Le père d’Eva lui lègue en partie sa violence, mais il lui lègue aussi son goût de la liberté, et le rapport à l’art et à la poésie.
Je me suis un peu inspirée de l’environnement dans lequel j’ai grandi, qui était assez special. Mes parents étaient artistes, j’ai toujours trouvé très paradoxal la façon dont ils étaient capables parfois d’être très sensibles et lucides par rapport à ce qu’ils étaient. Ils pouvaient écrire des textes d’une lucidité effrayante sur leur condition, sur la violence, sur l’amour. Mais si l’espace de la poésie était celui où ils parvenaient à être lucides, à accéder à une vérité, la vie, elle, continuait à être complexe et ambiguë. Comme si le moment présent empêchait toute possibilité d’analyse.

Comment souhaitiez-vous montrer l’adolescence, une période souvent montrée au cinéma ?
Quand on me parle de coming-of-age, ça me crispe un peu parce que ce serait imaginer que l’adolescence est une étape dans la vie, délimitée par des choses un peu abstraites. Comme si on devant un adulte à 18 ans, juste pour des raisons légales. Je voulais parler de l’adolescence, sans édifier de frontière avec l’âge adulte. Que cette adolescente se rende compte que les adultes autour d’elle sont aussi des adolescents. Je ne voulais pas d’une histoire linéaire d’une adolescente qui devienne une adulte, mais plutôt parler d’adolescence comme de la découverte du fait qu’il n’y a pas de point d’arrivée en fait.

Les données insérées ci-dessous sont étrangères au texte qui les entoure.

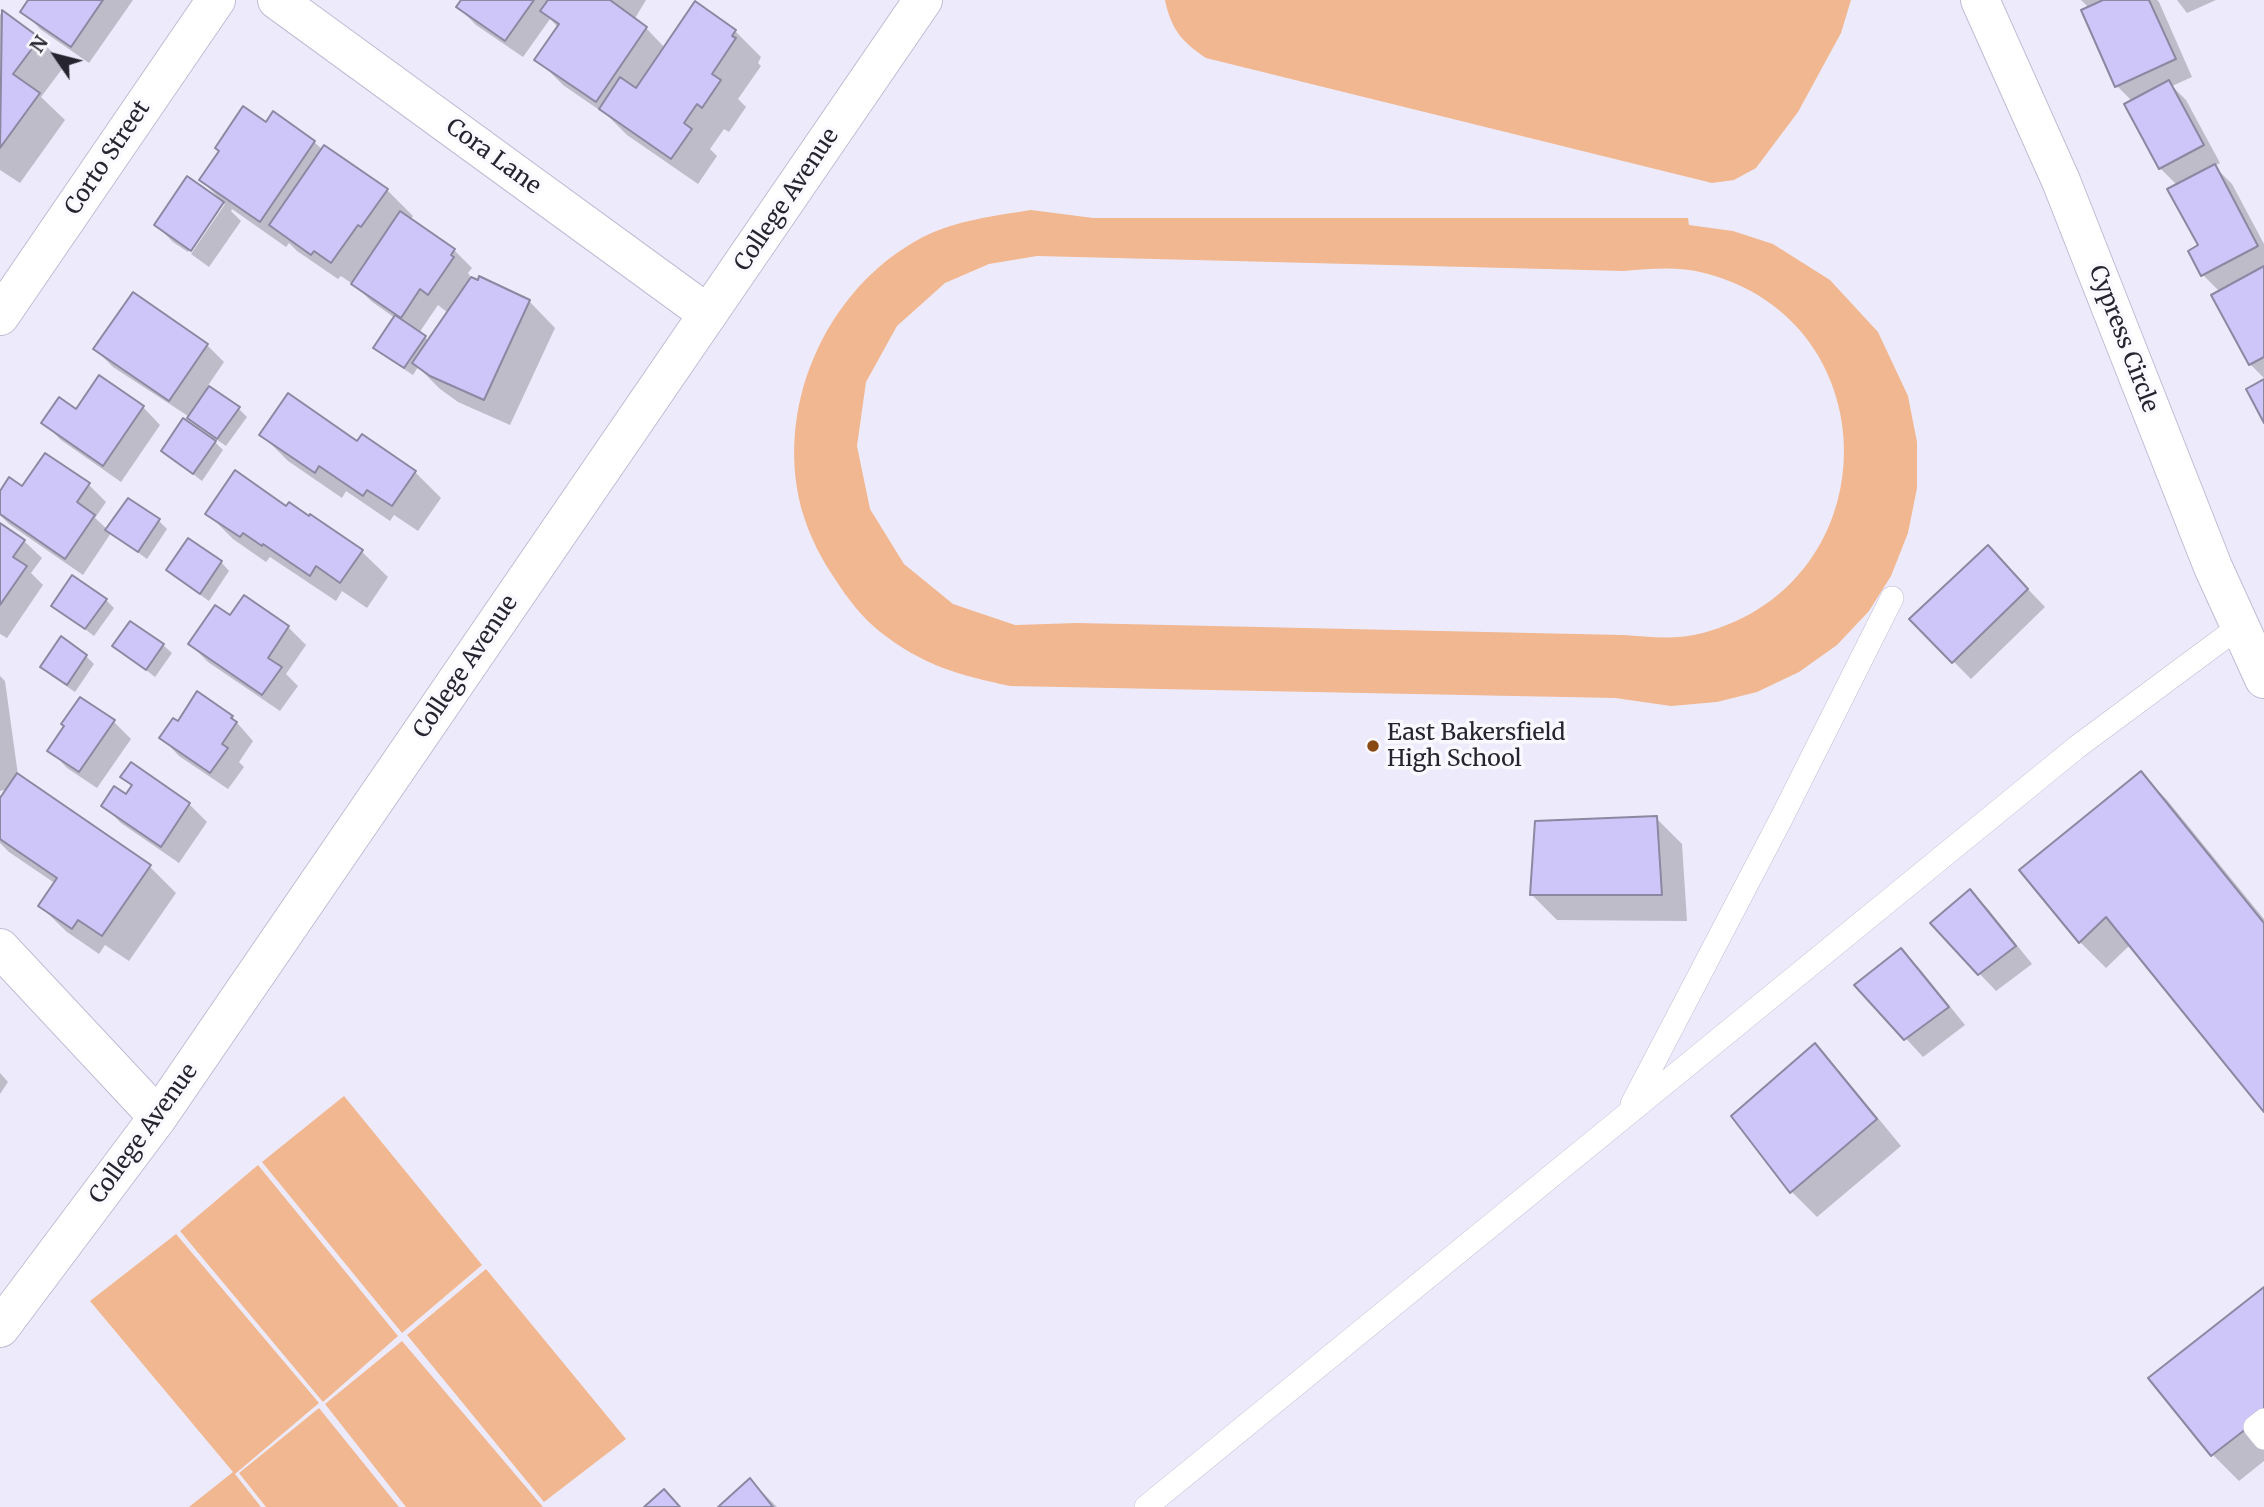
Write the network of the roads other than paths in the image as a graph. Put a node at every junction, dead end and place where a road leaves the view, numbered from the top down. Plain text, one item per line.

L’adolescence, c’est à la fois éprouver le désir d’être un adulte, tout en s’apercevant que ça n’existe pas vraiment, les adultes. On devient des êtres peut-être plus biologiquement stables, mais c’est tout. Je crois qu’on est bien plus perdus quand on est adulte qu’à l’adolescence, où on a un meilleur accès à la poésie, et peut-être même à la lucidité.

Quel était le plus grand défi, et qu’est-ce qui vous tenait à coeur de réussir ?
Je voulais essayer de rester fidèle à la réalité, être dans un film qui s’autorise l’ambiguïté, raconter le réel dans ce qu’il a de compliqué à analyser dans l’instant présent. Qui ne permette pas d’émettre un jugement simpliste sur les personnages. Et puis en tant que cinéaste latino, je voulais raconter une histoire inscrite dans une classe moyenne urbaine, qui ne réponde pas à l’imaginaire européen du pays tropical où il y a forcément des histoires de drogues dans des quartiers dévastés, ou de réalisme magique dans la jungle. Je voulais m’autoriser une complexité et une intériorité, éviter l’exotisme.